The change was implemented because it is "better for schools and students," according to a statement from district officials.

Giving funds earmarked for special education services directly to schools will give principals the opportunity to allocate those funds first and ensure those students aren't "scheduled as an afterthought," according to the district statement.

Before this year, special education teachers, aides and programs were paid directly by the district's central office and that amount was not included in each school's budget.

The change makes it impossible to accurately compare school budgets from 2015-16 to 2016-17, DNAinfo's analysis found.

District officials did not respond to a request from DNAinfo Chicago to release each school's special education budget in order to detail the differences between 2015-16 and 2016-17 school budgets.

Taft is better off than other schools, because its enrollment is projected to drop by only four students, meaning the school's largest source of funding will be unchanged.

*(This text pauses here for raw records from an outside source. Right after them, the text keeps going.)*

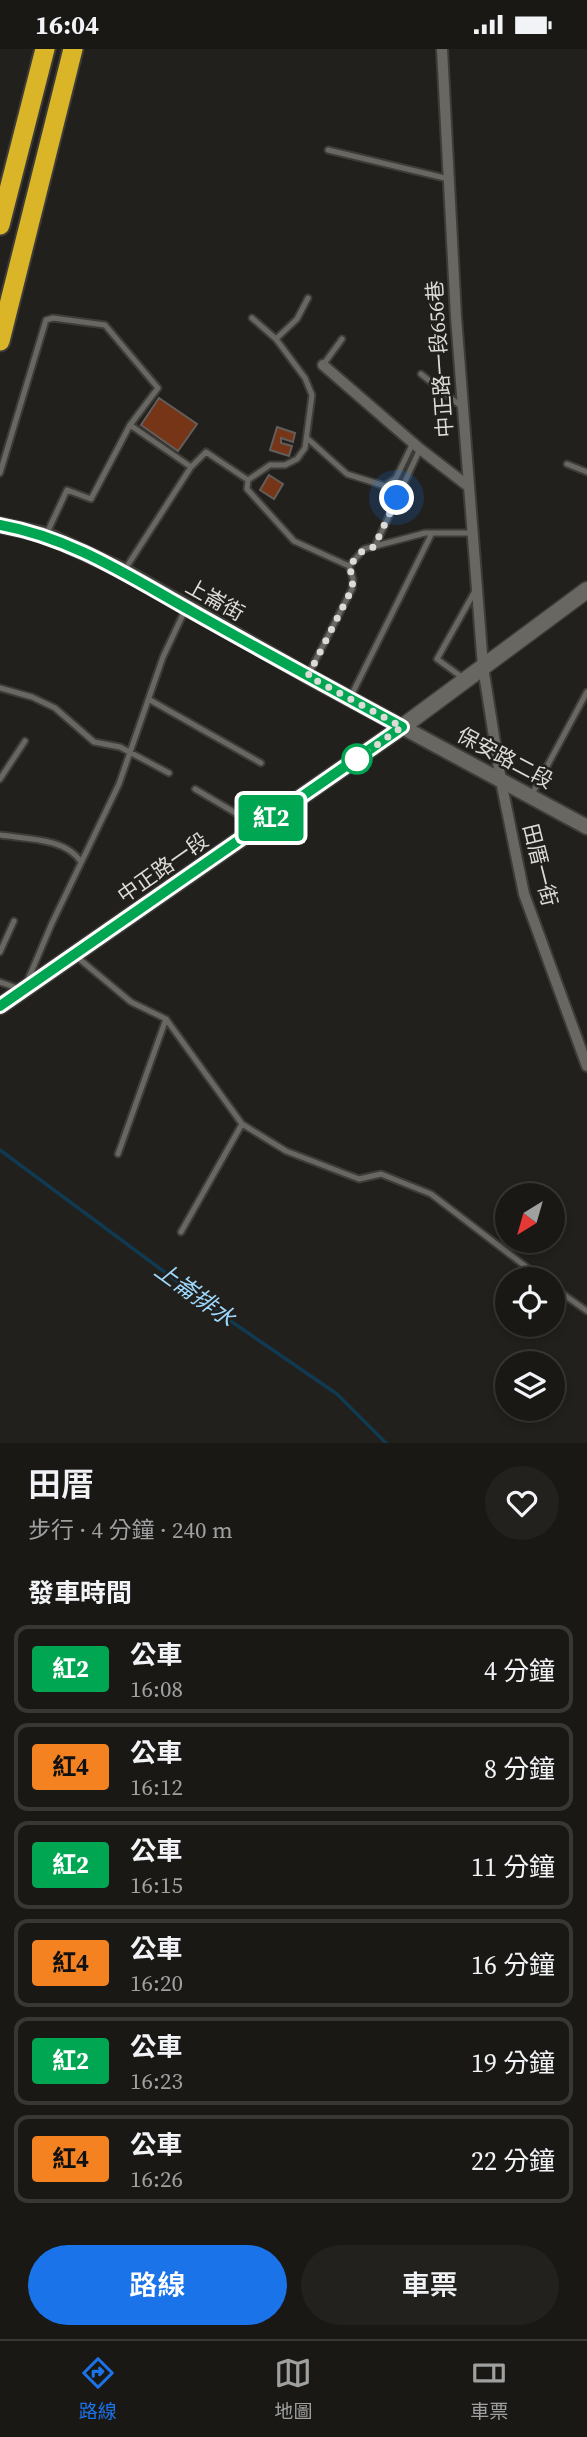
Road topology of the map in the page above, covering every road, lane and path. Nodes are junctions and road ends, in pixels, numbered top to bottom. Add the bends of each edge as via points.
1 (45, 49) edge
2 (74, 49) edge
3 (442, 49) edge
4 (327, 150) dead end
5 (449, 179) junction
6 (0, 225) edge
7 (307, 298) dead end
8 (251, 318) dead end
9 (276, 339) junction
10 (342, 339) dead end
11 (0, 341) edge
12 (323, 365) joint
13 (421, 374) dead end
14 (462, 407) junction
15 (130, 425) junction
16 (308, 439) junction
17 (417, 446) junction
18 (566, 464) dead end
19 (191, 467) junction
20 (587, 472) edge
21 (0, 473) edge
22 (248, 480) junction
23 (468, 486) junction
24 (0, 525) edge
25 (432, 533) junction
26 (471, 533) junction
27 (46, 535) junction
28 (374, 547) junction
29 (349, 566) junction
30 (124, 571) junction
31 (476, 590) junction
32 (587, 590) edge
33 (187, 608) junction
34 (483, 667) junction
35 (308, 676) junction
36 (465, 680) junction
37 (0, 688) edge
38 (587, 692) edge
39 (350, 699) junction
40 (150, 700) junction
41 (402, 727) junction
42 (25, 741) dead end
43 (131, 752) junction
44 (261, 763) dead end
45 (169, 773) dead end
46 (0, 779) edge
47 (501, 781) junction
48 (195, 789) dead end
49 (531, 796) junction
50 (258, 827) junction
51 (587, 827) edge
52 (0, 835) edge
53 (81, 862) junction
54 (14, 921) dead end
55 (0, 952) edge
56 (75, 954) junction
57 (0, 982) edge
58 (23, 990) junction
59 (0, 1006) edge
60 (166, 1019) junction
61 (587, 1066) edge
62 (242, 1124) junction
63 (118, 1154) dead end
64 (181, 1232) dead end
65 (526, 1267) edge
66 (565, 1295) edge
67 (587, 1311) edge

1 - 6 highway
2 - 11 highway
3 - 5 street, 中正路一段656巷
4 - 5 lane
5 - 14 street, 中正路一段656巷
7 - 9 lane via 297,320
8 - 9 lane
9 - 16 lane via 312,395
10 - 12 lane
12 - 17 street
13 - 14 lane
14 - 23 street, 中正路一段656巷
15 - 19 lane
15 - 21 lane via 158,388 104,325 46,320
15 - 27 lane via 91,499 67,490
16 - 17 lane via 347,474 385,486 396,478
16 - 22 lane via 297,459 270,465
17 - 23 street
17 - 28 lane
18 - 20 lane
19 - 22 lane via 206,452
19 - 30 lane
22 - 29 lane via 247,489 294,541
23 - 26 street, 中正路一段656巷
24 - 27 street, 上崙街
25 - 26 lane
25 - 28 lane
25 - 39 lane
26 - 31 street, 中正路一段656巷
27 - 30 street, 上崙街
28 - 29 lane via 364,549
29 - 35 lane via 352,589
30 - 33 street, 上崙街
31 - 34 street, 中正路一段656巷
31 - 36 lane via 438,659
32 - 34 main road, 中正路一段
33 - 35 street, 上崙街
33 - 40 lane via 163,657
34 - 36 main road, 中正路一段
34 - 47 street, 田厝一街
35 - 39 street, 上崙街
36 - 41 main road, 中正路一段
37 - 43 lane via 55,708 94,742
38 - 49 lane
39 - 41 street, 上崙街
40 - 43 lane
40 - 44 lane
41 - 47 street, 保安路二段
41 - 50 main road, 中正路一段
42 - 46 lane
43 - 45 lane
43 - 53 lane
47 - 49 street, 保安路二段
47 - 61 street, 田厝一街 via 524,894
48 - 50 lane
49 - 51 street, 保安路二段
50 - 56 main road, 中正路一段
52 - 53 lane via 65,847
53 - 58 lane
54 - 55 lane
56 - 58 main road, 中正路一段
56 - 60 lane via 131,1002
57 - 58 lane
58 - 59 main road, 中正路一段
60 - 62 lane
60 - 63 lane
62 - 64 lane
62 - 65 lane via 286,1151 359,1179 381,1174 431,1194
66 - 67 lane

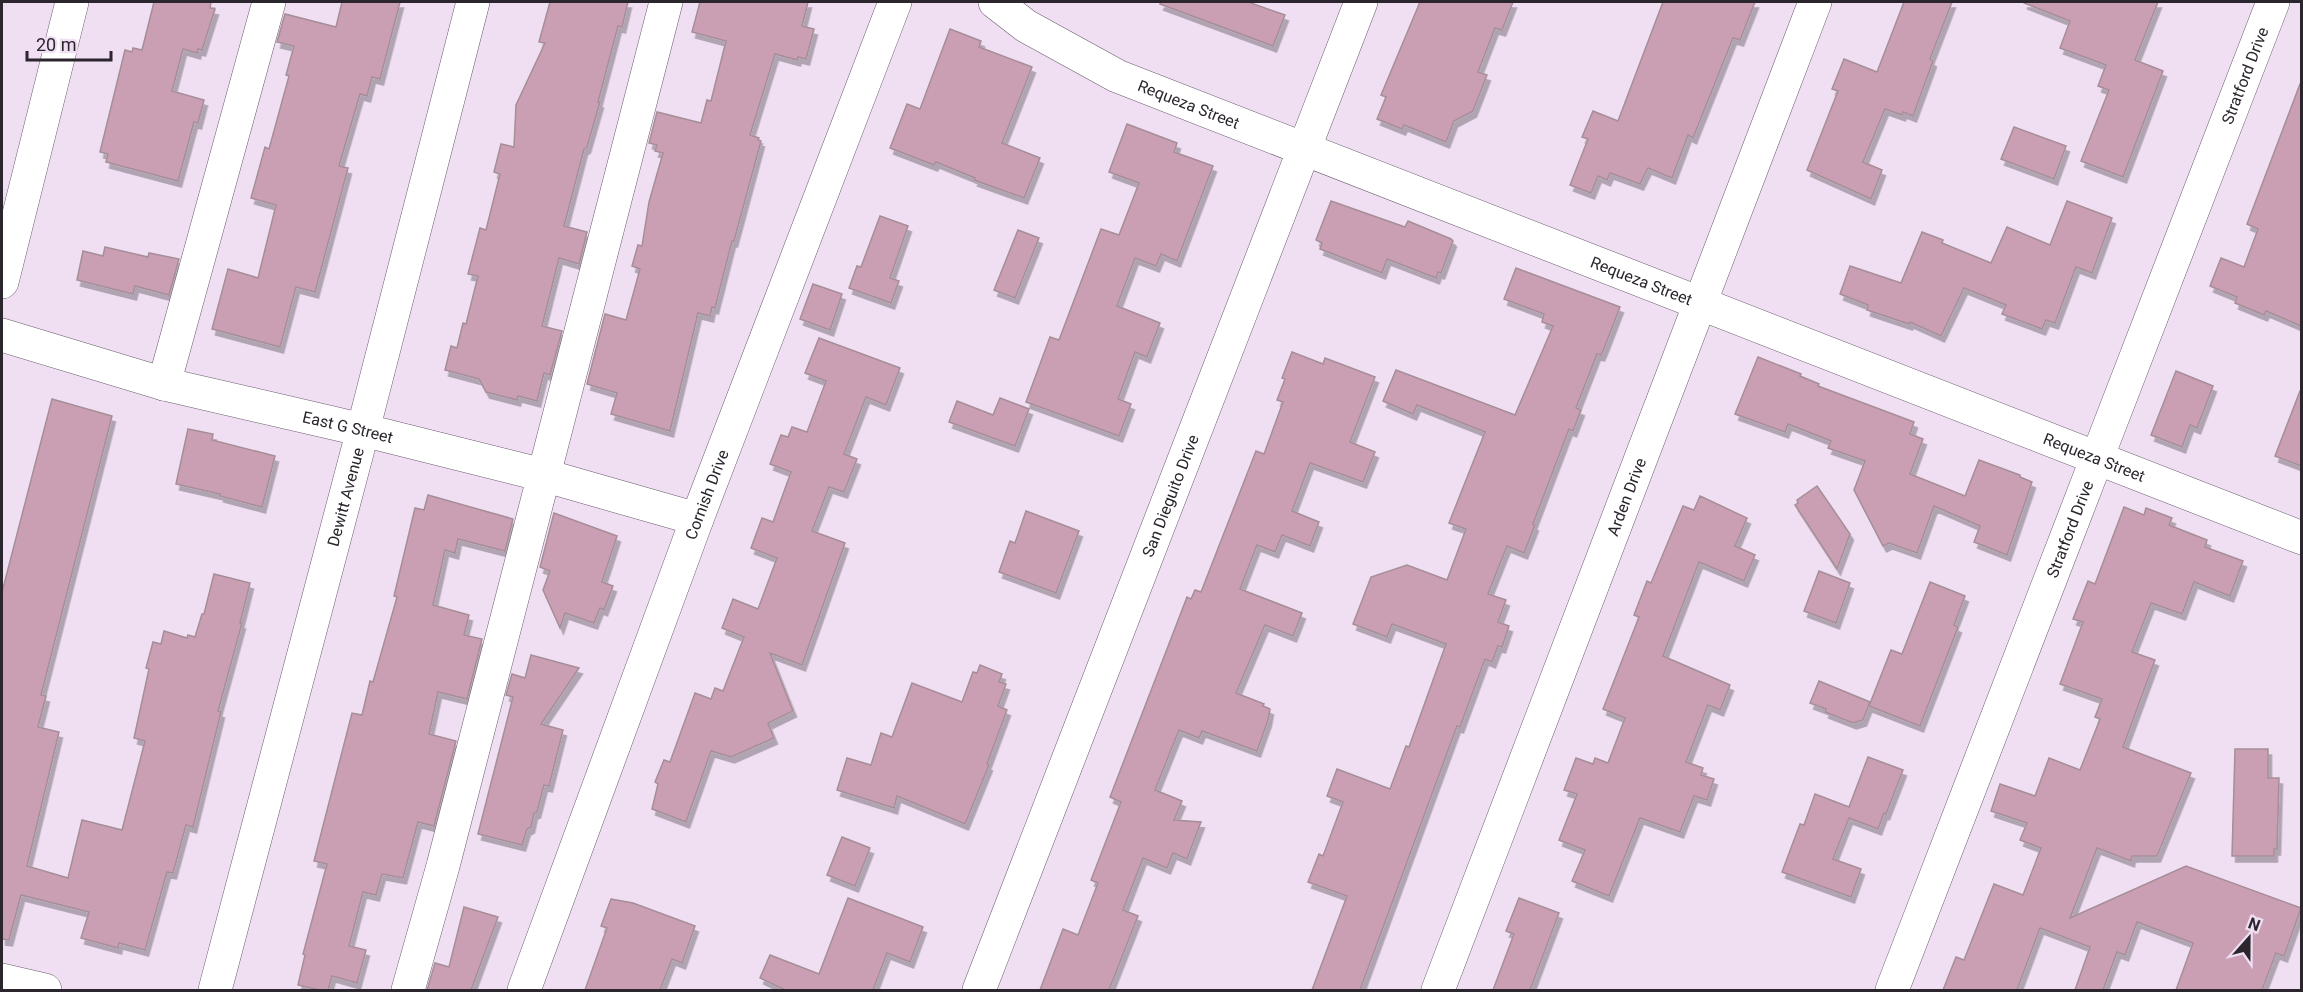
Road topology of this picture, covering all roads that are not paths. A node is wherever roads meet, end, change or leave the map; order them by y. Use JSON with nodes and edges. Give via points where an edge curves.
{"nodes":[{"id":1,"x":72,"y":2,"type":"edge"},
{"id":2,"x":269,"y":2,"type":"edge"},
{"id":3,"x":473,"y":2,"type":"edge"},
{"id":4,"x":666,"y":2,"type":"edge"},
{"id":5,"x":894,"y":2,"type":"edge"},
{"id":6,"x":995,"y":2,"type":"edge"},
{"id":7,"x":1361,"y":2,"type":"edge"},
{"id":8,"x":1815,"y":2,"type":"edge"},
{"id":9,"x":2272,"y":2,"type":"edge"},
{"id":10,"x":1305,"y":148,"type":"junction"},
{"id":11,"x":2,"y":282,"type":"edge"},
{"id":12,"x":1702,"y":303,"type":"junction"},
{"id":13,"x":2,"y":335,"type":"edge"},
{"id":14,"x":164,"y":384,"type":"junction"},
{"id":15,"x":363,"y":429,"type":"junction"},
{"id":16,"x":2097,"y":458,"type":"junction"},
{"id":17,"x":543,"y":475,"type":"junction"},
{"id":18,"x":697,"y":519,"type":"junction"},
{"id":19,"x":2301,"y":538,"type":"edge"},
{"id":20,"x":2,"y":980,"type":"edge"},
{"id":21,"x":45,"y":990,"type":"edge"},
{"id":22,"x":214,"y":990,"type":"edge"},
{"id":23,"x":408,"y":990,"type":"edge"},
{"id":24,"x":524,"y":990,"type":"edge"},
{"id":25,"x":979,"y":990,"type":"edge"},
{"id":26,"x":1438,"y":990,"type":"edge"},
{"id":27,"x":1892,"y":990,"type":"edge"}],
"edges":[{"from":1,"to":11,"type":"street"},
{"from":2,"to":14,"type":"street"},
{"from":3,"to":15,"type":"street","name":"Dewitt Avenue"},
{"from":4,"to":17,"type":"street"},
{"from":5,"to":18,"type":"street","name":"Cornish Drive"},
{"from":6,"to":10,"type":"street","name":"Requeza Street","via":[[1026,26],[1117,76]]},
{"from":7,"to":10,"type":"street","name":"San Dieguito Drive"},
{"from":8,"to":12,"type":"street","name":"Arden Drive"},
{"from":9,"to":16,"type":"street","name":"Stratford Drive"},
{"from":10,"to":12,"type":"street","name":"Requeza Street"},
{"from":10,"to":25,"type":"street","name":"San Dieguito Drive"},
{"from":12,"to":16,"type":"street","name":"Requeza Street"},
{"from":12,"to":26,"type":"street","name":"Arden Drive"},
{"from":13,"to":14,"type":"street","name":"East G Street"},
{"from":14,"to":15,"type":"street","name":"East G Street"},
{"from":15,"to":17,"type":"street","name":"East G Street"},
{"from":15,"to":22,"type":"street","name":"Dewitt Avenue"},
{"from":16,"to":19,"type":"street","name":"Requeza Street"},
{"from":16,"to":27,"type":"street","name":"Stratford Drive"},
{"from":17,"to":18,"type":"street","name":"East G Street"},
{"from":17,"to":23,"type":"street"},
{"from":18,"to":24,"type":"street","name":"Cornish Drive"},
{"from":20,"to":21,"type":"street"}]}
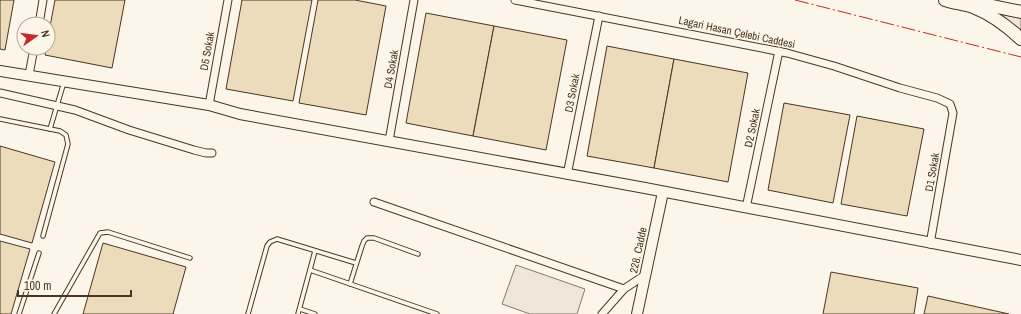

The school is expected to remain the most crowded public high school in Chicago.

However, the situation at other schools projected to lose a significant number of students is much worse than it initially appeared.

For example, district officials expect Schurz High School, which serves students in Portage Park and Old Irving Park, to lose 216 students, leaving it with more than 700 empty seats. That will translate into a $2 million budget cut, Interim Principal Kate Valente told parents and students in an email.

However, the data released by CPS officials told parents to expect only a $1 million cut — because of the addition of funds earmarked for special education teachers, aides and programs.

"Some transparency and honesty would make an already tough situation better," Katten said. "But that's not what we are dealing with here."